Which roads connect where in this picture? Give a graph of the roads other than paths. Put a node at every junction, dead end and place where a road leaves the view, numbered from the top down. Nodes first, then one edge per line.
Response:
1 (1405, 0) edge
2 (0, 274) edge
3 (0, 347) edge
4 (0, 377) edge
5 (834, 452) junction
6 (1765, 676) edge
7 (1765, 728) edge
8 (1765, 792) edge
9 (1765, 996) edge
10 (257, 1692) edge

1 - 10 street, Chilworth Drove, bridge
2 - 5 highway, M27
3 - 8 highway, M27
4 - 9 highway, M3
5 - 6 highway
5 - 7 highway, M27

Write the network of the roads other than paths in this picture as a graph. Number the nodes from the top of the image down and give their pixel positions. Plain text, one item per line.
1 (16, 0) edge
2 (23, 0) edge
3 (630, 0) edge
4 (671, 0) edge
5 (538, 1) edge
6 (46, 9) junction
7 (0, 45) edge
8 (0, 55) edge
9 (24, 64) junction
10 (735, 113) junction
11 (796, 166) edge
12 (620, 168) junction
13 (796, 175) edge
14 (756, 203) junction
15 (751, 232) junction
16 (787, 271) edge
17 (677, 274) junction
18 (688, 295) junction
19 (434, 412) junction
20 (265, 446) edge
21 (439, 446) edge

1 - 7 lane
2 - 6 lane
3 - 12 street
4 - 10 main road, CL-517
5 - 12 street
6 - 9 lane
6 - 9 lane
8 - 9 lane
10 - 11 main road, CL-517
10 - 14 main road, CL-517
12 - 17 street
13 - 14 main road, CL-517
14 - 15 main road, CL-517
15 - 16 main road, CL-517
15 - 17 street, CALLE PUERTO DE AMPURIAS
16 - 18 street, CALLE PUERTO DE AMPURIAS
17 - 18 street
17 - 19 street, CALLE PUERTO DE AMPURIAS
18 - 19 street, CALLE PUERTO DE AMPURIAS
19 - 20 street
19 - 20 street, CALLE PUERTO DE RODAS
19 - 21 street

Your objective: Whatever the entries say, repeat all of them exactly.

Reply:
Which roads connect where in this picture? Give a graph of the roads other than paths. Put a node at every junction, dead end and place where a road leaves the view, numbered from the top down. Nodes first, then one edge per line.
Response:
1 (1405, 0) edge
2 (0, 274) edge
3 (0, 347) edge
4 (0, 377) edge
5 (834, 452) junction
6 (1765, 676) edge
7 (1765, 728) edge
8 (1765, 792) edge
9 (1765, 996) edge
10 (257, 1692) edge

1 - 10 street, Chilworth Drove, bridge
2 - 5 highway, M27
3 - 8 highway, M27
4 - 9 highway, M3
5 - 6 highway
5 - 7 highway, M27

Write the network of the roads other than paths in this picture as a graph. Number the nodes from the top of the image down and give their pixel positions. Plain text, one item per line.
1 (16, 0) edge
2 (23, 0) edge
3 (630, 0) edge
4 (671, 0) edge
5 (538, 1) edge
6 (46, 9) junction
7 (0, 45) edge
8 (0, 55) edge
9 (24, 64) junction
10 (735, 113) junction
11 (796, 166) edge
12 (620, 168) junction
13 (796, 175) edge
14 (756, 203) junction
15 (751, 232) junction
16 (787, 271) edge
17 (677, 274) junction
18 (688, 295) junction
19 (434, 412) junction
20 (265, 446) edge
21 (439, 446) edge

1 - 7 lane
2 - 6 lane
3 - 12 street
4 - 10 main road, CL-517
5 - 12 street
6 - 9 lane
6 - 9 lane
8 - 9 lane
10 - 11 main road, CL-517
10 - 14 main road, CL-517
12 - 17 street
13 - 14 main road, CL-517
14 - 15 main road, CL-517
15 - 16 main road, CL-517
15 - 17 street, CALLE PUERTO DE AMPURIAS
16 - 18 street, CALLE PUERTO DE AMPURIAS
17 - 18 street
17 - 19 street, CALLE PUERTO DE AMPURIAS
18 - 19 street, CALLE PUERTO DE AMPURIAS
19 - 20 street
19 - 20 street, CALLE PUERTO DE RODAS
19 - 21 street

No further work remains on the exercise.